Intracellular redox state revealed by in vivo (31) P MRS measurement of NAD(+) and NADH contents in brains.

PURPOSE

Nicotinamide adenine dinucleotide (NAD), in oxidized (NAD(+) ) or reduced (NADH) form, plays key roles in cellular metabolism. Intracellular NAD(+) /NADH ratio represents the cellular redox state; however, it is difficult to measure in vivo. We report here a novel in vivo (31) P MRS method for noninvasive measurement of intracellular NAD concentrations and NAD(+) /NADH ratio in the brain.

METHODS

It uses a theoretical model to describe the NAD spectral patterns at a given field for quantification.
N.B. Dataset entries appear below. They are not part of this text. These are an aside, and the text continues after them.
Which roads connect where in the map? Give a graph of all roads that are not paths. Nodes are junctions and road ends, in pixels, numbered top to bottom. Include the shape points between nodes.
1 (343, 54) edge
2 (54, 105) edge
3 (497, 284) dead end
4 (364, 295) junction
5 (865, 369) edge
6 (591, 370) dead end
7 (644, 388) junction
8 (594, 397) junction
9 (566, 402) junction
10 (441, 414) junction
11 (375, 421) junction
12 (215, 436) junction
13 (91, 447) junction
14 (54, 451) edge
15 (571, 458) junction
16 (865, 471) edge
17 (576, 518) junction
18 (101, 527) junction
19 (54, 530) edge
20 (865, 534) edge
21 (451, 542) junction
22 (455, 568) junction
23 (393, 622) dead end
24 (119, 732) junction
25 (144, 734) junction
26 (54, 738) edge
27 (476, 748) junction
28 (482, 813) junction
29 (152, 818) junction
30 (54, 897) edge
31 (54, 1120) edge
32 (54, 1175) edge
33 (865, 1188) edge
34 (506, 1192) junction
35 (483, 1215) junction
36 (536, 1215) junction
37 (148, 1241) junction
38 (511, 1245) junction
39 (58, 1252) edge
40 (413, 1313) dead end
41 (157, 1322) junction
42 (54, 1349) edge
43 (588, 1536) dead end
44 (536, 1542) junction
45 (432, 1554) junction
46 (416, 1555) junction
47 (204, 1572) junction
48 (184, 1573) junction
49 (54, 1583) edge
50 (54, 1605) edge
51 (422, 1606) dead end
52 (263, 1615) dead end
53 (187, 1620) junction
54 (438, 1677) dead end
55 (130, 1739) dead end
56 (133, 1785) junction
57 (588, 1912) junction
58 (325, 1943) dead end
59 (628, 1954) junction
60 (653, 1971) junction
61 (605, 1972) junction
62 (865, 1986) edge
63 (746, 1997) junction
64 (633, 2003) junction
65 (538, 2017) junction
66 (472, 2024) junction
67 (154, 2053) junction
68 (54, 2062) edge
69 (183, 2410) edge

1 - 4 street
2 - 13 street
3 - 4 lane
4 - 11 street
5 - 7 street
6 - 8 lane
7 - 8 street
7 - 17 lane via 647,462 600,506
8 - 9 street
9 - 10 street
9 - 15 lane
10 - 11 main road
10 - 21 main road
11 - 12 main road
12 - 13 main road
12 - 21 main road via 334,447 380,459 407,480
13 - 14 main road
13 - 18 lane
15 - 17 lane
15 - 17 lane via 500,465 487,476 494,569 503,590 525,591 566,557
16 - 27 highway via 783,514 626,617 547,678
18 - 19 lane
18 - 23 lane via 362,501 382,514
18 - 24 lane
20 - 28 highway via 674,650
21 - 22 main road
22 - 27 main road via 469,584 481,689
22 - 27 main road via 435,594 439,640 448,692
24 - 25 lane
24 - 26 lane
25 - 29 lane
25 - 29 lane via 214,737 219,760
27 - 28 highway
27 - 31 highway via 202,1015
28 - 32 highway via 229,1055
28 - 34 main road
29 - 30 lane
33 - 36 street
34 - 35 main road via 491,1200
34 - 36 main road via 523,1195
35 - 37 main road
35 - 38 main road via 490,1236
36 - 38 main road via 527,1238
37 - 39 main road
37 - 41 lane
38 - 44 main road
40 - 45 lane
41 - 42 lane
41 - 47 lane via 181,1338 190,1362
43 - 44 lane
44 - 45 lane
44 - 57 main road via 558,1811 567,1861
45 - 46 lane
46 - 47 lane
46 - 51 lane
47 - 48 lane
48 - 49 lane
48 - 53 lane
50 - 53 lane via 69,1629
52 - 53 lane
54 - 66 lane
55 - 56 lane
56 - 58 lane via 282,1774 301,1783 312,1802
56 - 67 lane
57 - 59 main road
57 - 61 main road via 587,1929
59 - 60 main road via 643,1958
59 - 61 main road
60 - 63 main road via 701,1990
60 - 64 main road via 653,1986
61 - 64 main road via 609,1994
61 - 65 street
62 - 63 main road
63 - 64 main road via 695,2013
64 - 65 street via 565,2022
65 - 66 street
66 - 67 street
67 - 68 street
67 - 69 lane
Standard NAD solutions and independent cat brain measurements at 9.4 T and 16.4 T were used to evaluate this method. We also measured T1 values of brain NAD.

RESULTS

Model simulation and studies of solutions and brains indicate that the proposed method can quantify submillimolar NAD concentrations with reasonable accuracy if adequate (31) P MRS signal-to-noise ratio and linewidth were obtained. The NAD concentrations and NAD(+) /NADH ratio of cat brains measured at 16.4 T and 9.4 T were consistent despite the significantly different T1 values and NAD spectra patterns at two fields.

CONCLUSION

This newly established (31) P MRS method makes it possible for the first time to noninvasively study the intracellular redox state and its roles in brain functions and diseases, and it can potentially be applied to other organs.